Rabu, 06 Mei 2015

Akuntansi Internasional (Tugas 2)



REGIONAL VS GLOBAL
(Industri Keuangan Bank)

Pasar bebas ASEAN merupakan suatu keharusan, Masyarakat Ekonomi ASEAN (MEA) di bidang keuangan dan perbankan akan mulai berlaku pada tahun 2020. Menghadapi Masyarakat Ekonomi ASEAN tersebut, para pelaku industri perbankan mulai berbenah. Mereka sangat menyadari kekuatan bank asing yang akan mereka hadapi. Dilansir dari kontan.co.id, Direktur Utama Bank Mandiri Budi Gunadi Sadikin mengungkapkan bahwa, bank-bank nasional Indonesia akan berhadapan dengan bank-bank negara tetangga, yang aset dan modalnya kemungkinan besar mencapai 10 sampai dengan 20 kali lipat dibandingkan perbankan nasional di tahun 2020 nanti. Contohnya, DBS Group Holding. Perbankan milik Pemerintah Singapura tersebut merajai perbankan ASEAN dengan aset sebesar US$ 318,4 miliar. Sementara dari daftar 15 besar bank terbesar, hanya Bank Mandiri dan Bank Rakyat Indonesia (BRI) yang mewakili pemerintah. Layaknya pertarungan di ring tinju, perbankan nasional bagaikan kelas ringan melawan perbankan negara tetangga yang diibaratkan kelas berat. Sehingga, pertarungan pun menjadi tidak seimbang. Untuk itu, pihaknya terus melakukan persiapan sehingga bank nasional mempunyai bobot yang berimbang dengan bank asing.
Berlakunya kesepakatan Masyarakat Ekonomi ASEAN tinggal sebentar lagi. Sayangnya, hingga saat ini kesiapan pelaku bisnis Indonesia, khususnya di sektor perbankan belum optimal. Hingga mendekati akhir kuartal pertama tahun 2015, belum ada satu pun bank di Indonesia yang pantas masuk Qualified ASEAN Bank. Padahal, jika berhasil lolos kualifikasi QAB, tiket ekspansi regional sudah ditangan. Nelson Tampubolon, Dewan Komisioner Otoritas Jasa Keuangan (OJK) Bidang Perbankan, beberapa waktu lalu pernah mengatakan, jika ada, mungkin hanya bank BUMN yang punya potensi masuk kategori QAB. Itupun hanya tiga bank, yakni Bank Mandiri, Bank Rakyat Indonesia (BRI), dan Bank Negara Indonesia (BNI).
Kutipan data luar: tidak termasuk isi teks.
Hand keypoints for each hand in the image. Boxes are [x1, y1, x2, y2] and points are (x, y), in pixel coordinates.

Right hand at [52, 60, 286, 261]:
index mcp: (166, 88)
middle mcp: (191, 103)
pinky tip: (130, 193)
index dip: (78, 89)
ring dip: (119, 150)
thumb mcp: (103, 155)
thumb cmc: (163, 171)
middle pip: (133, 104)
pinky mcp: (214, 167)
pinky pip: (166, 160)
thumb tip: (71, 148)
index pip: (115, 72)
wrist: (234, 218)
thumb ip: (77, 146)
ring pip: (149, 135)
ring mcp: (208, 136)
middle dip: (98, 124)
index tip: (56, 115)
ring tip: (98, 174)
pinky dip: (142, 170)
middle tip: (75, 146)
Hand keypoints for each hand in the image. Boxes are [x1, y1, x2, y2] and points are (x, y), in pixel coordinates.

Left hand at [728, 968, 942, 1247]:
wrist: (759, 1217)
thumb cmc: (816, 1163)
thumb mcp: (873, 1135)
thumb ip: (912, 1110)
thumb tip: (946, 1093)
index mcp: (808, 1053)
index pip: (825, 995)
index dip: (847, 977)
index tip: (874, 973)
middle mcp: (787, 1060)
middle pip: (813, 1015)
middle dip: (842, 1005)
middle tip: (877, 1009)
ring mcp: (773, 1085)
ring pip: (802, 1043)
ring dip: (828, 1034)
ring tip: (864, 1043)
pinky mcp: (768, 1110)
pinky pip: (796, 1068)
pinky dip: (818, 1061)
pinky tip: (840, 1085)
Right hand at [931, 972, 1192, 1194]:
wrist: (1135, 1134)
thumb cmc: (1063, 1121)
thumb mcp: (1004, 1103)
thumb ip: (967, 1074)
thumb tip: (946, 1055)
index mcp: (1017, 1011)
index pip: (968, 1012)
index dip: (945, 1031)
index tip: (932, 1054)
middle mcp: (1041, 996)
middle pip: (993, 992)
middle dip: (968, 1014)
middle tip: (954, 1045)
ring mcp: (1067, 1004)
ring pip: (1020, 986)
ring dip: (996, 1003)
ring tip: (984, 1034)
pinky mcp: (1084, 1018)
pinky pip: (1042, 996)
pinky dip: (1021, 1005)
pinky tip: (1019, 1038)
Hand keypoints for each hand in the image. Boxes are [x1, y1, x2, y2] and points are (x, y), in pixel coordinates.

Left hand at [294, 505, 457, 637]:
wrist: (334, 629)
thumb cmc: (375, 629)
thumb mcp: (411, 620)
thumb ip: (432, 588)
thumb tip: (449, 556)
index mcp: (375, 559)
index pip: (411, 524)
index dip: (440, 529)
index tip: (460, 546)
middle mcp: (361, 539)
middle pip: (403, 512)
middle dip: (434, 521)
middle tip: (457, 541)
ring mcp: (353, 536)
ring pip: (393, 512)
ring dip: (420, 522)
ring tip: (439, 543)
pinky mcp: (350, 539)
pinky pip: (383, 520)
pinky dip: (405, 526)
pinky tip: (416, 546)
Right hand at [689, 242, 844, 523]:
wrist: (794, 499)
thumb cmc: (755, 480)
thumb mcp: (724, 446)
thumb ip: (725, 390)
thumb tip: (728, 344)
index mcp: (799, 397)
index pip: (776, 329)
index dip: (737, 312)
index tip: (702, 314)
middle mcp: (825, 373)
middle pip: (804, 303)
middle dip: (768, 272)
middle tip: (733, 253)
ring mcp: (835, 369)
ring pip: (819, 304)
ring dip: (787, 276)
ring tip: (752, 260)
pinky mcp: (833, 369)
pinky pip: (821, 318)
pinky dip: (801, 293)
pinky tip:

Untuk perbankan swasta, hampir semua bank yang punya kepantasan masuk kategori tersebut sebagian sahamnya sudah dimiliki oleh asing. Jikapun ada yang belum diakuisisi asing, mereka enggan berekspansi secara regional terkait dengan efisiensi kinerja.
      Indonesia kini tengah berpacu dengan waktu dalam menyambut pelaksanaan pasar bebas Asia Tenggara atau biasa disebut dengan Masyarakat Ekonomi ASEAN (MEA) yang akan dimulai pada tahun 2015. ASEAN telah menyepakati sektor-sektor prioritas menuju momen tersebut. Ketika berlangsung ASEAN Summit ke-9 tahun 2003 ditetapkan 11 Priority Integration Sectors (PIS). Namun pada tahun 2006 PIS yang ditetapkan berkembang menjadi 12 yang dibagi dalam dua bagian yaitu tujuh sektor barang industri dan lima sektor jasa. Ketujuh sektor barang industri terdiri atas produk berbasis pertanian, elektronik, perikanan, produk berbasis karet, tekstil, otomotif, dan produk berbasis kayu. Sedangkan kelima sektor jasa tersebut adalah transportasi udara, e-asean, pelayanan kesehatan, turisme dan jasa logistik.
      Keinginan ASEAN membentuk MEA didorong oleh perkembangan eksternal dan internal kawasan. Dari sisi eksternal, Asia diprediksi akan menjadi kekuatan ekonomi baru, dengan disokong oleh India, Tiongkok, dan negara-negara ASEAN. Sedangkan secara internal, kekuatan ekonomi ASEAN sampai tahun 2013 telah menghasilkan GDP sebesar US$ 3,36 triliun dengan laju pertumbuhan sebesar 5,6 persen dan memiliki dukungan jumlah penduduk 617,68 juta orang.
      Asean Economi Community atau (MEA) akan segera dihadapi Indonesia. Konsekuensi dari kesepakatan tersebut membuka lebar pasar ekonomi di kawasan regional Asean karenanya, jika ingin terlibat dan diperhitungkan, Indonesia harus berbenah. Semua sector industry harus dilengkapi kemampuan untuk bisa bersaing dengan negara ASEAN lainya. Tujuan yang ingin dicapai melalui MEA adalah adanya aliran bebas barang, jasa, dan tenaga kerja terlatih, serta aliran investasi yang lebih bebas. Dalam penerapanya pada 2015, MEA akan menerapkan 12 sektor prioritas yang disebut free flow of skilled labor (arus bebas tenaga kerja terampil).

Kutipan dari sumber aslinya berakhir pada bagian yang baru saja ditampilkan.